文:尾形聡子
[photo from wikimedia] ”歌う”ニューギニアン・シンギング・ドッグ。
ニューギニアン・シンギング・ドッグはオーストラリアの北に位置するニューギニア島の東側、パプアニューギニア原産のとても古い犬種です。もともとは人と生活していた犬が山岳地帯に住み着き、野生化した犬でもあります。その名前にあるとおり、歌うかのような遠吠えの発声をすることを特徴としています(下の動画をご覧ください)。また、柔軟な関節と背骨を持ち、猫のようにジャンプしたり高いところに飛び乗ったりできます。
しかし、ニューギニアン・シンギング・ドッグは1970年代以降、野生での目撃は確認されておらず、野生の個体は絶滅したのではないかと考えられていました。現在、ニューギニアン・シンギング・ドッグはアメリカやイギリスなどの動物園や保護施設、一般家庭で飼育されている200〜300頭を残すのみ。限られた個体の中で近親交配が進み、絶滅が危惧されている犬種です。
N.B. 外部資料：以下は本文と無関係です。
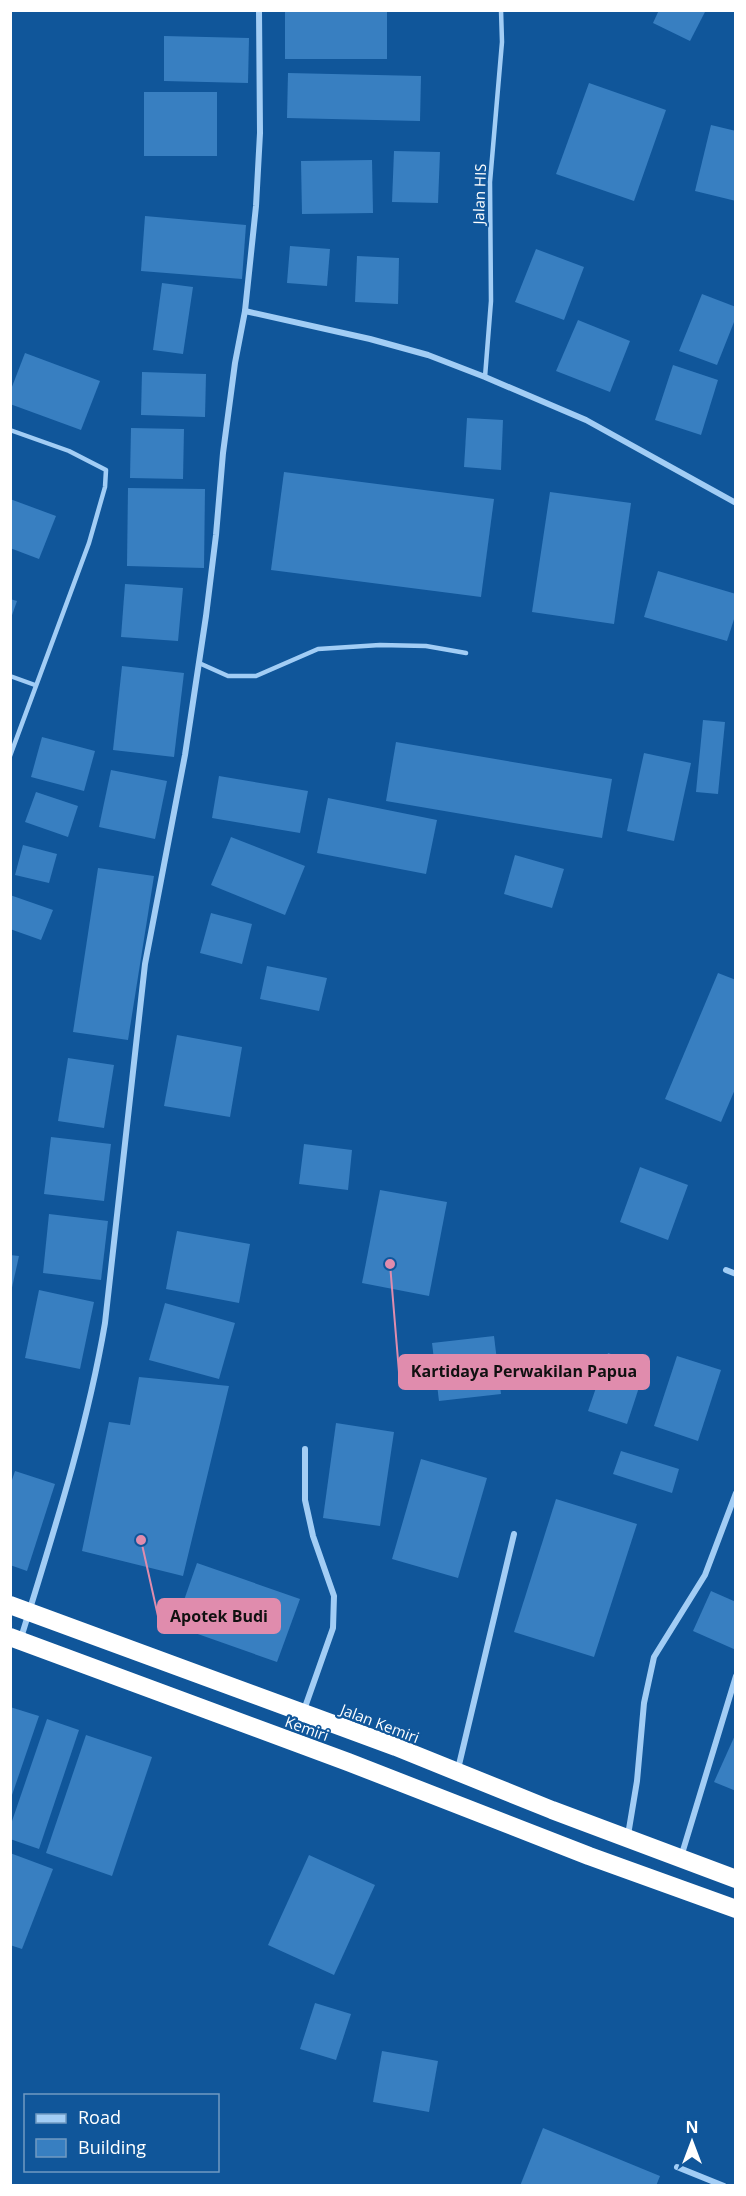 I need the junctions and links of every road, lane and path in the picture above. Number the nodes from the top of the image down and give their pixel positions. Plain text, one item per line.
1 (259, 10) edge
2 (501, 10) edge
3 (245, 311) junction
4 (485, 378) junction
5 (10, 430) edge
6 (735, 503) edge
7 (466, 653) dead end
8 (199, 663) junction
9 (10, 676) edge
10 (35, 685) junction
11 (10, 756) edge
12 (726, 1270) dead end
13 (735, 1274) edge
14 (305, 1449) dead end
15 (735, 1493) edge
16 (514, 1534) dead end
17 (10, 1605) edge
18 (29, 1613) junction
19 (15, 1639) edge
20 (735, 1676) edge
21 (302, 1713) junction
22 (457, 1772) junction
23 (600, 1828) junction
24 (628, 1838) junction
25 (590, 1856) junction
26 (681, 1858) junction
27 (735, 1879) edge
28 (735, 1909) edge
29 (677, 2167) dead end
30 (724, 2186) edge

1 - 3 street
2 - 4 lane, Jalan HIS
3 - 4 street
3 - 8 street
4 - 6 street
5 - 10 lane
7 - 8 lane
8 - 18 street
9 - 10 lane
10 - 11 lane
12 - 13 street
14 - 21 street
15 - 24 street
16 - 22 street
17 - 18 highway, Jalan Kemiri
18 - 19 street
18 - 21 highway, Jalan Kemiri
19 - 25 highway, Kemiri
20 - 26 street
21 - 22 highway, Jalan Kemiri
22 - 23 highway, Jalan Kemiri
23 - 24 highway, Jalan Kemiri
23 - 25 highway
24 - 26 highway, Jalan Kemiri
25 - 28 highway
26 - 27 highway, Jalan Kemiri
29 - 30 street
ニューギニア島にはニューギニアン・シンギング・ドッグと非常によく似た見た目のハイランド・ワイルド・ドッグと呼ばれる野生の犬が現存しています。ハイランド・ワイルド・ドッグも人里離れた高地に生息し、とても用心深いため、これまでに2回しか(1989年と2012年)写真撮影されていないという珍しい犬です。
これまで、ニューギニアン・シンギング・ドッグはこのハイランド・ワイルド・ドッグから分かれて誕生した可能性があると考えられていました。それを科学的に証明するにはDNA解析が欠かせません。2016年、パプア大学とニューギニアハイランドワイルドドッグ財団がニューギニア島の高地に入り、15頭のハイランド・ワイルド・ドッグを確認しました。その時、糞便のサンプルを収集するもゲノム解析をするには不十分であったため、それから2年後の2018年に追跡調査が行われました。そこで3頭のハイランド・ワイルド・ドッグの血液サンプル収集に成功し、ついにゲノム解析のステップへと進むことになりました。
[Photo Credit: New Guinea Highland Wild Dog Foundation] ハイランド・ワイルド・ドッグ。
研究者らは、3頭のハイランド・ワイルド・ドッグ、16頭の保護下にあるニューギニアン・シンギング・ドッグ(アメリカとカナダ)のゲノム解析を行い、25頭の野生のディンゴ、そして161犬種1,346頭のゲノムと比較解析を行いました。
その結果、ハイランド・ワイルド・ドッグとニューギニアン・シンギング・ドッグは非常に似通ったゲノム配列で、ほぼ同じ遺伝的プロファイルを持っていることが示されました。ただし、解析対象となったニューギニアン・シンギング・ドッグは捕獲されて数十年間、アメリカなどのニューギニアとは離れた場所で、8頭という限られた頭数を始祖として繁殖が行われてきたためゲノムの多様性を失い、ハイランド・ワイルド・ドッグとまったく同じものではありませんでした。けれどもそれらのゲノムの類似性は、本質的には同じ犬種であること、野生のニューギニアン・シンギング・ドッグは絶滅していないことを示すに足るものだと研究者らはいっています。
また、ゲノム解析からこれら2種とディンゴは同じ系統樹の枝の元に位置しており、かなり早期に種として分岐したことが示唆されるものとしています。単に見た目が似通っているだけでなく、遺伝的にも非常に近い位置にいることが証明されたといえます。
[image from PNAS fig1] 左から、ハイランド・ワイルド・ドッグ、ニューギニアン・シンギング・ドッグ、ディンゴ。
そして、保護下にあるニューギニアン・シンギング・ドッグたちが長く続けてきた近親交配によって失ってしまったゲノムの多様性を、ハイランド・ワイルド・ドッグとの繁殖で取り戻していくことができるとも考えているようです。それと並行して、野生のパプアニューギニアの高地で絶滅することなくひっそりと生息を続けていたニューギニアン・シンギング・ドッグ(ハイランド・ワイルド・ドッグ)の保全のために、継続して研究を続けていくことが不可欠だとしています。
ニューギニア島の2,000メートルを超えるような高地という隔離された環境で生活してきたからこそ、地元の別の犬と交わることもなく、ひっそりと種を存続させることができたのかもしれません。2018年の調査の際には2頭の犬にGPSを装着して行動データなども収集できたようなので、現在の科学の知見を集結させて野生でも種を存続させていける状態を守っていって欲しいと思います。